MATERIAL FOR THE TASK >>

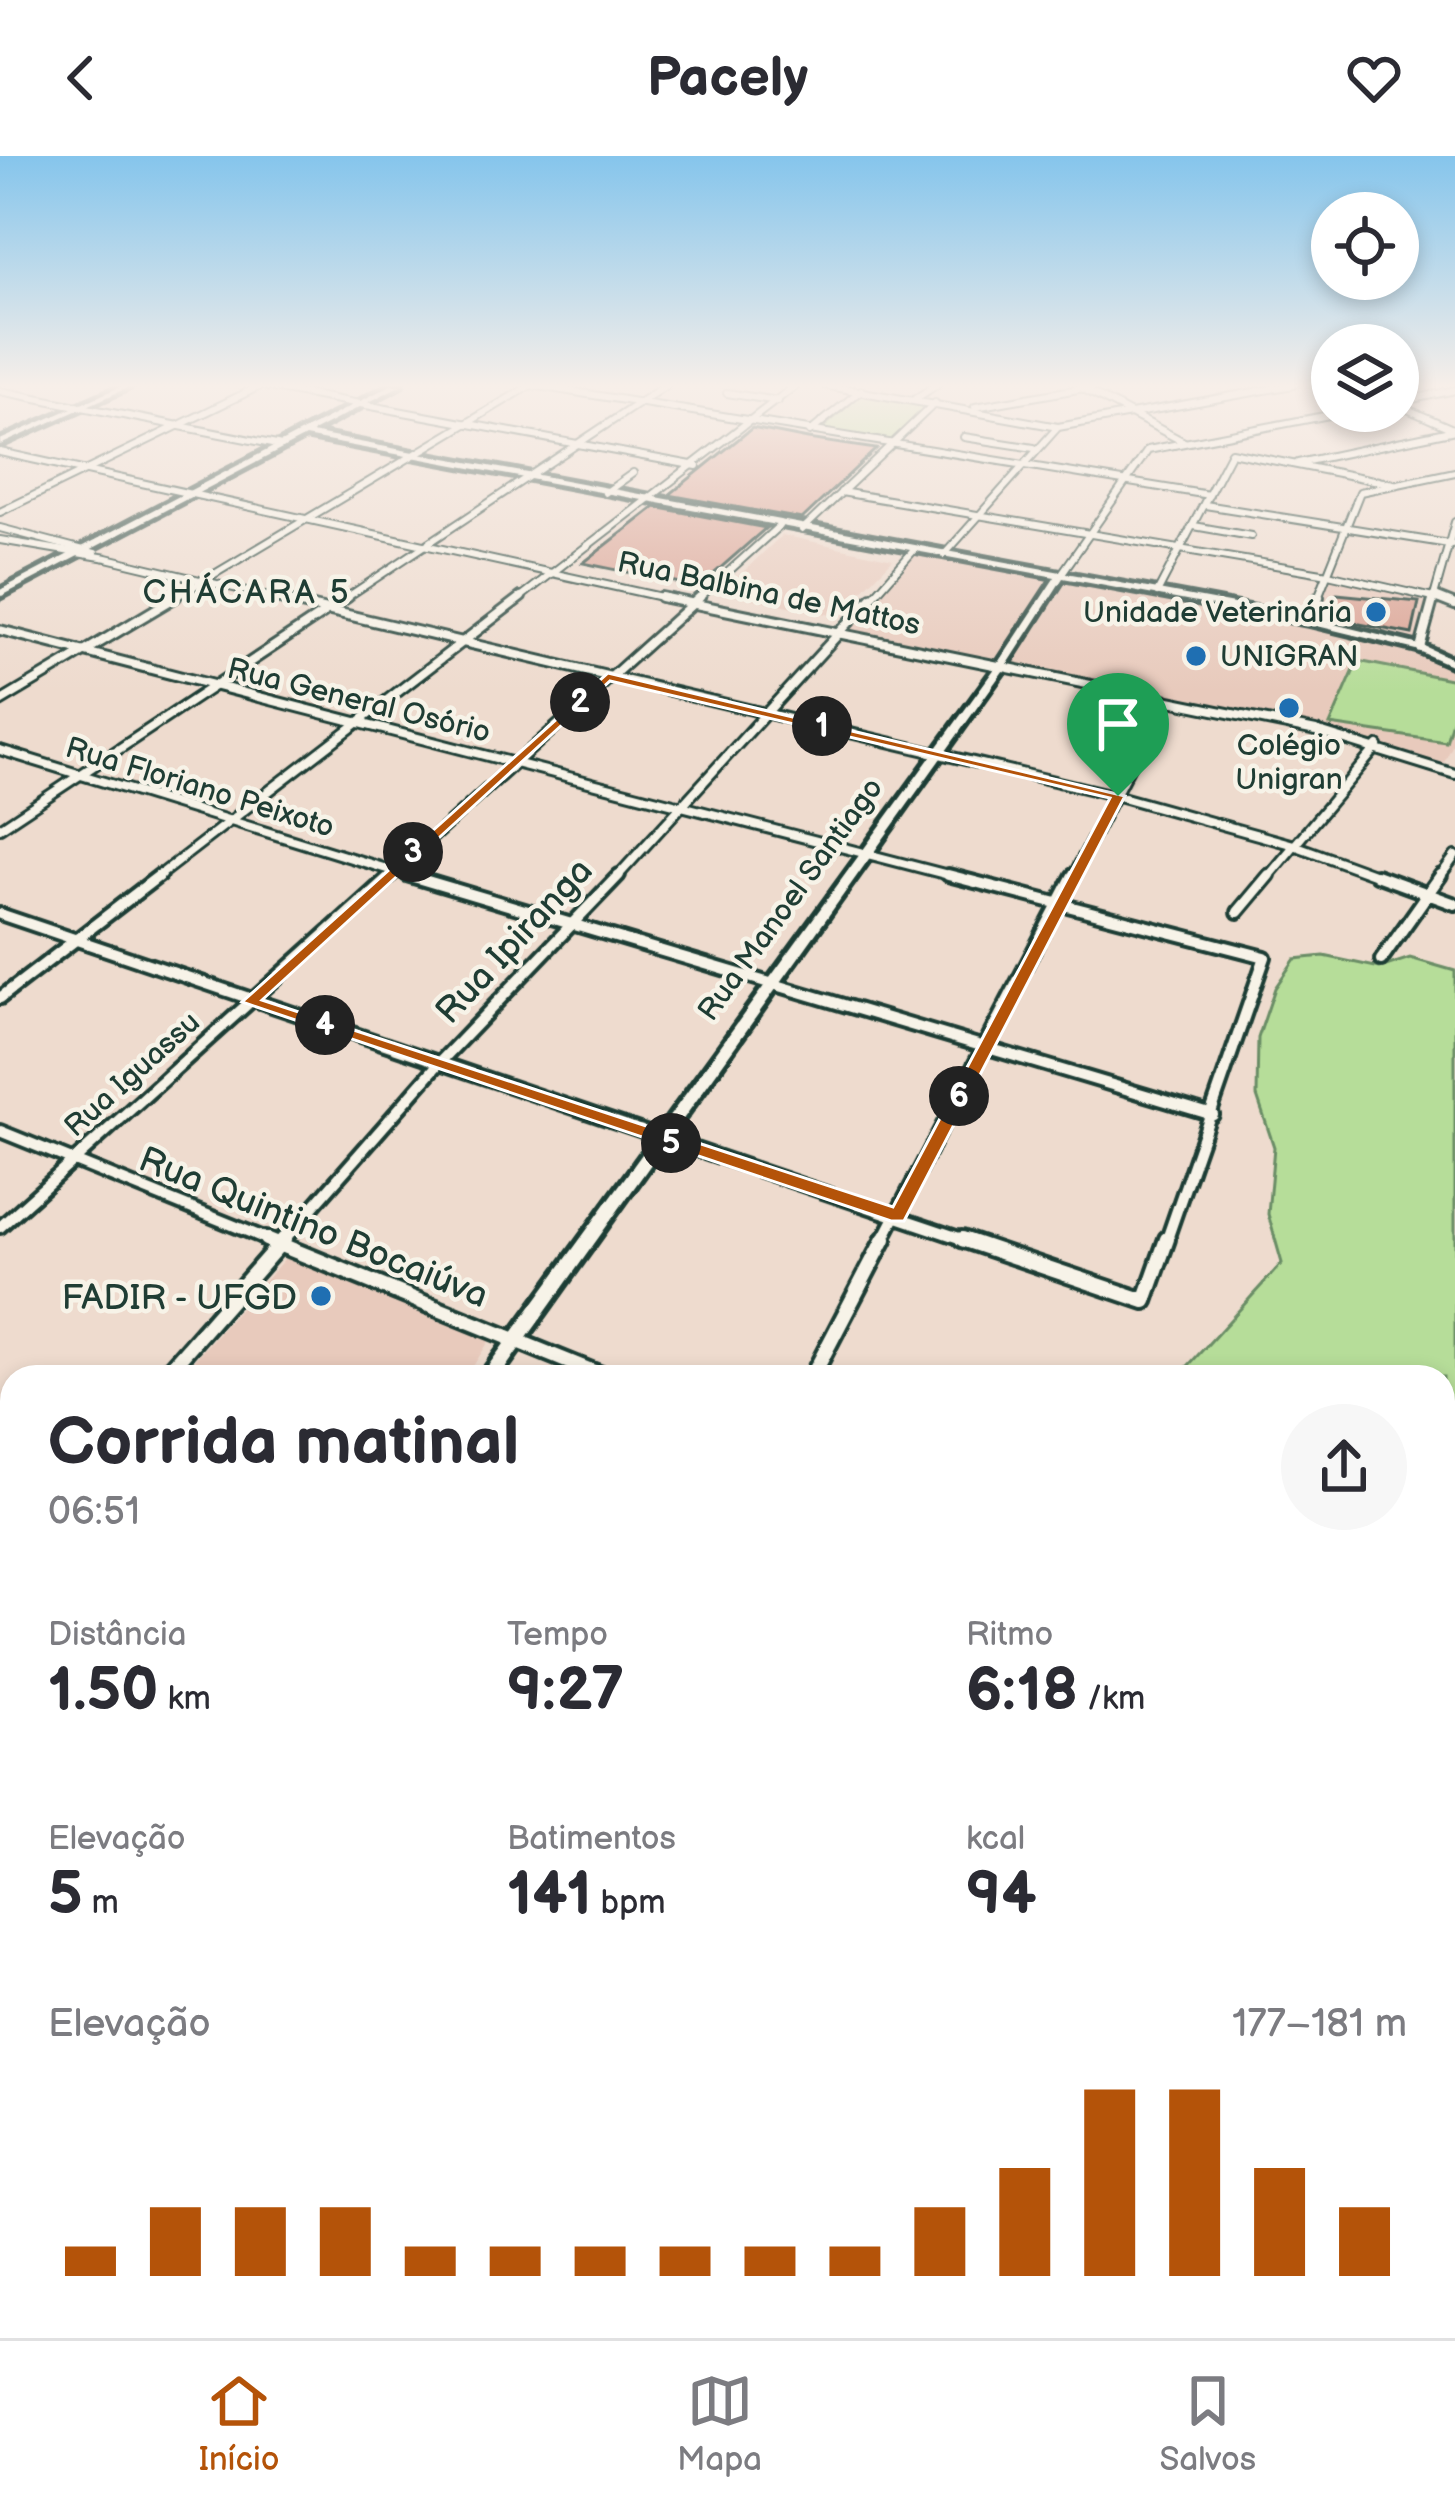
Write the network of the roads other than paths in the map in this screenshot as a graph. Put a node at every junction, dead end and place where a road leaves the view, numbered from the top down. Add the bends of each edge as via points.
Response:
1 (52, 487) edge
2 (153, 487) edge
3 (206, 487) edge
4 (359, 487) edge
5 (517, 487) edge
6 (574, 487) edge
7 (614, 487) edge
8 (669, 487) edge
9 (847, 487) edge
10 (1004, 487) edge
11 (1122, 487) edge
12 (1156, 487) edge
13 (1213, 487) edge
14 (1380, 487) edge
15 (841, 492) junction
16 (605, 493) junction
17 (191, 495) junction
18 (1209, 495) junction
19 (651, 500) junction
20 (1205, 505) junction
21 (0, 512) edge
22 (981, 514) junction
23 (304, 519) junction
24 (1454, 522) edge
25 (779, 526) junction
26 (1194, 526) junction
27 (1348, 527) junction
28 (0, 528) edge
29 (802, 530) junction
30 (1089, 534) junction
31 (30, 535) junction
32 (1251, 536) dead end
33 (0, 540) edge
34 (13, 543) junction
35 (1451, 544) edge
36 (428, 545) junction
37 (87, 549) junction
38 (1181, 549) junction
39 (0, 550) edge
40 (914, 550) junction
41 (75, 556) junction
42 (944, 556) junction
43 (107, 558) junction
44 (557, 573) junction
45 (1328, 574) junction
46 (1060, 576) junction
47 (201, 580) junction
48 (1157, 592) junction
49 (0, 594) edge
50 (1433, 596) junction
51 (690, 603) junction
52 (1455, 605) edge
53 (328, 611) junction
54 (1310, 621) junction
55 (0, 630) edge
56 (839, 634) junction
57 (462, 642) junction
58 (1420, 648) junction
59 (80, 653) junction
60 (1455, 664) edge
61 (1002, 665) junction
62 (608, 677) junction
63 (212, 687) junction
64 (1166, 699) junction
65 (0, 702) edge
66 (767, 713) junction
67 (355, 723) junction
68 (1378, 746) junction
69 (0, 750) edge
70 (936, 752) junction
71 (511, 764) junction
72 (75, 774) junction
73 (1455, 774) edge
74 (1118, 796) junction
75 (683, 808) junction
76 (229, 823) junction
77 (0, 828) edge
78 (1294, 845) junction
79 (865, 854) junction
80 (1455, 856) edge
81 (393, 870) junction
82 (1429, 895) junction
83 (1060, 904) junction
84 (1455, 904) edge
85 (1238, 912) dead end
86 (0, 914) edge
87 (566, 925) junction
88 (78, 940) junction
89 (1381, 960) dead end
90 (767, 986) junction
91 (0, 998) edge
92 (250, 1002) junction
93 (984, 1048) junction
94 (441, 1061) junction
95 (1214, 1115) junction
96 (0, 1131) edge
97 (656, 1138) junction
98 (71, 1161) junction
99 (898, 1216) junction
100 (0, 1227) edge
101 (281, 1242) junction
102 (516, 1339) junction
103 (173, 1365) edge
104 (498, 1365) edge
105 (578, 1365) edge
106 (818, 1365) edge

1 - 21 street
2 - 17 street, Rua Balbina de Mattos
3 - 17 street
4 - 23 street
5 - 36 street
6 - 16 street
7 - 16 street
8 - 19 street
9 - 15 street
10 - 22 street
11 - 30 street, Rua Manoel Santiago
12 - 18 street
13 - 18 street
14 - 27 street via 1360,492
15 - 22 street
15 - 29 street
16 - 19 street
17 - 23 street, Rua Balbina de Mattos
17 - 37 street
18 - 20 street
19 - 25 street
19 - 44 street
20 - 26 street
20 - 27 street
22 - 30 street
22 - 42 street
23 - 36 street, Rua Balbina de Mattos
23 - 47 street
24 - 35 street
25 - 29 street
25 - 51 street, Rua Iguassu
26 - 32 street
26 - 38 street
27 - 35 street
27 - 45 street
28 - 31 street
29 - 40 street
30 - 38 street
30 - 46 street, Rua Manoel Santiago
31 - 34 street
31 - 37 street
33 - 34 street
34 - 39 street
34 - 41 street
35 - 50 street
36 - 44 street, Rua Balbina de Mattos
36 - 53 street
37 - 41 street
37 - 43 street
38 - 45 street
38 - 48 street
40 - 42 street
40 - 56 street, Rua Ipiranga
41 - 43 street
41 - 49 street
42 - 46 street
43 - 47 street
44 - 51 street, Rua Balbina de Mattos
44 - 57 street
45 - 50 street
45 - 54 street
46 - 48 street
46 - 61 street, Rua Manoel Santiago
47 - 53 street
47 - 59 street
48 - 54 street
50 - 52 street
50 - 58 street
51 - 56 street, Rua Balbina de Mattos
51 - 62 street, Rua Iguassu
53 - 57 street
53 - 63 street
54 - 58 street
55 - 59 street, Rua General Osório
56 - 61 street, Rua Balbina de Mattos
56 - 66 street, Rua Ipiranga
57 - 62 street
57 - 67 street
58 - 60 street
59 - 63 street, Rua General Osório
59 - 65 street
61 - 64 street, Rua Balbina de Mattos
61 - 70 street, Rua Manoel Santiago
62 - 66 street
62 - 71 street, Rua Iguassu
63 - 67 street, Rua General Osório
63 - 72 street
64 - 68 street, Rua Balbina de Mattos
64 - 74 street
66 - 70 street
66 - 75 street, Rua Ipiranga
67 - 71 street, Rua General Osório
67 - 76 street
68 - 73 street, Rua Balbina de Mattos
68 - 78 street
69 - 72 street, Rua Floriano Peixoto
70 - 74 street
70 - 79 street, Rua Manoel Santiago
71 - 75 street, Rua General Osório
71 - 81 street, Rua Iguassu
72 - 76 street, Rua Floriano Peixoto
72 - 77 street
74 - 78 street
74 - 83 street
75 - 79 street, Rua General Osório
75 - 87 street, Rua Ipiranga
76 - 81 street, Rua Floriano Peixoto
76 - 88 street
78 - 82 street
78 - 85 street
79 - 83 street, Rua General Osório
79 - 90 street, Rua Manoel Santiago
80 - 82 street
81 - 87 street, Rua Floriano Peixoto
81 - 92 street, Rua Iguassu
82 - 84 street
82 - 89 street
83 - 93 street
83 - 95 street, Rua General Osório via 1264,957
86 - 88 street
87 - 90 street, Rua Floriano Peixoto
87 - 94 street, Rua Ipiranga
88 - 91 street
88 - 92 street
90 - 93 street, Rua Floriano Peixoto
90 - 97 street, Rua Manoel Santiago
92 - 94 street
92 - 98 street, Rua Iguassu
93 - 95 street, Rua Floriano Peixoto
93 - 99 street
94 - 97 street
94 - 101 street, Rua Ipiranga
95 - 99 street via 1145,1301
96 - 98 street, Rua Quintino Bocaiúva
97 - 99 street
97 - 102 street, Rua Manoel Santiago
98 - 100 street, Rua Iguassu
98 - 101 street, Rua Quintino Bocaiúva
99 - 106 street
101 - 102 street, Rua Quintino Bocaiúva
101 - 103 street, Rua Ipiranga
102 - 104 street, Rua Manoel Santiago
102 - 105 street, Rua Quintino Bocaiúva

---

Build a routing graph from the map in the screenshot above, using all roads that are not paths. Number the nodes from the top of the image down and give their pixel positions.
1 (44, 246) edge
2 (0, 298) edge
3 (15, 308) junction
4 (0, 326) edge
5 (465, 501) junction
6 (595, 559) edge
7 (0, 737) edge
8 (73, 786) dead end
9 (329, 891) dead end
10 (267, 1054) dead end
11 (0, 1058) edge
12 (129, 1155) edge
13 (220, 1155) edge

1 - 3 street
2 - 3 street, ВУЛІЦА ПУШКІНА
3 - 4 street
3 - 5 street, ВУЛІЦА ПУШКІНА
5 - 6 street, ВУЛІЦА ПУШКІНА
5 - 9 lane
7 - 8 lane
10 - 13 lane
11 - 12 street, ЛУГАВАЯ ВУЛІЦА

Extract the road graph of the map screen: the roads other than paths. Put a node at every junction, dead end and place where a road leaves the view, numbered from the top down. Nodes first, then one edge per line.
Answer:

---

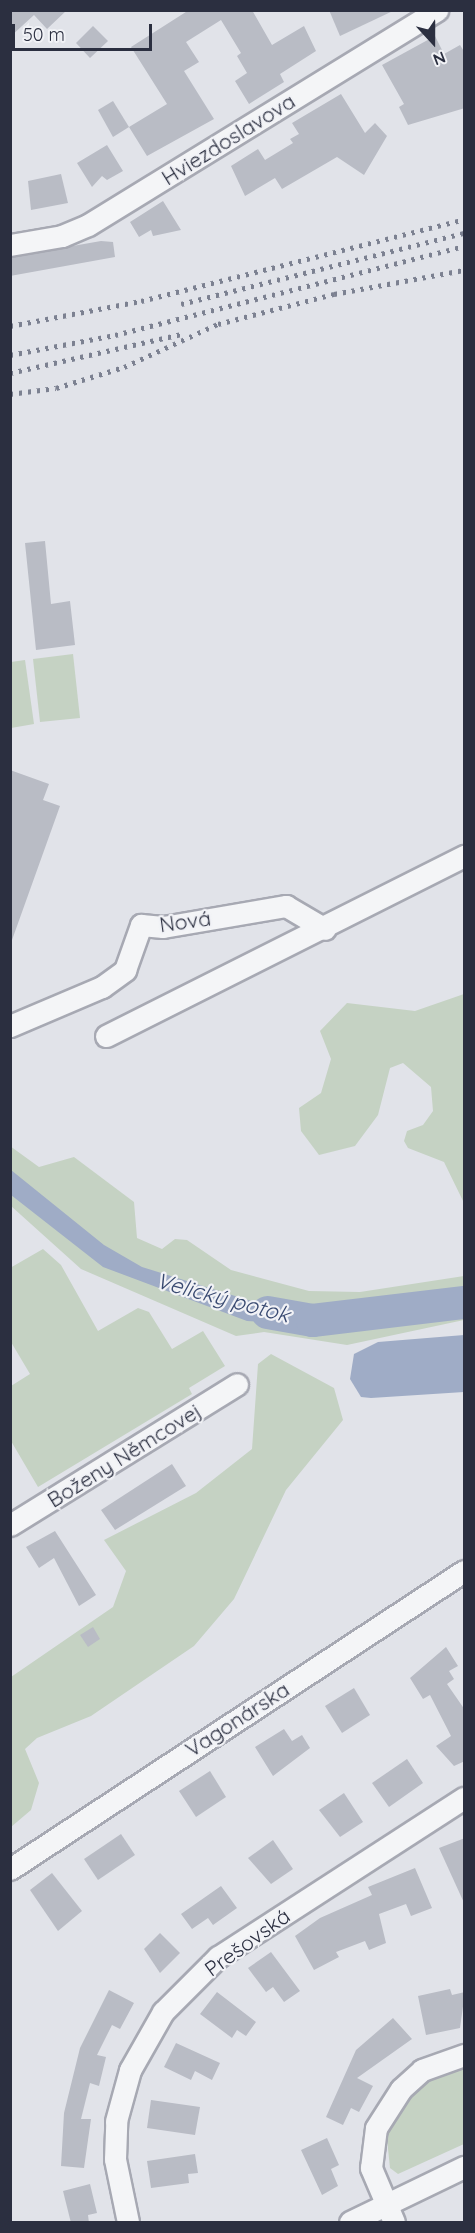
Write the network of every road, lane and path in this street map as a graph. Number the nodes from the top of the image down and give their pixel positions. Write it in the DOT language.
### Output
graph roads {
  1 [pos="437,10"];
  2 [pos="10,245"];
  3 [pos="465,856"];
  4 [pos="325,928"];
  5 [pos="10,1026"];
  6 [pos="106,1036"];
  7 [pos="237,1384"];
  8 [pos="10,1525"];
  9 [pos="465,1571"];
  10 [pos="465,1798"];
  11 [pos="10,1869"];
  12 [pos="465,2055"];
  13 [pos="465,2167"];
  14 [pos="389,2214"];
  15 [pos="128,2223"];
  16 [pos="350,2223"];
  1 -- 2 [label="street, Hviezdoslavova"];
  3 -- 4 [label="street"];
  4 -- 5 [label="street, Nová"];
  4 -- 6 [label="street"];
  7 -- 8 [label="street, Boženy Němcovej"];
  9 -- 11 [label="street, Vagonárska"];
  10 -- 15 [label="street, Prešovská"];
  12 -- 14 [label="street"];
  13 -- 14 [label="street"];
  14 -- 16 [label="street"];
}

ASSIGNMENT >> Search the records above for the string "where". Copy every line that contains it.

WRITTEN RESPONSE >>
Write the network of the roads other than paths in the map in this screenshot as a graph. Put a node at every junction, dead end and place where a road leaves the view, numbered from the top down. Add the bends of each edge as via points.
Extract the road graph of the map screen: the roads other than paths. Put a node at every junction, dead end and place where a road leaves the view, numbered from the top down. Nodes first, then one edge per line.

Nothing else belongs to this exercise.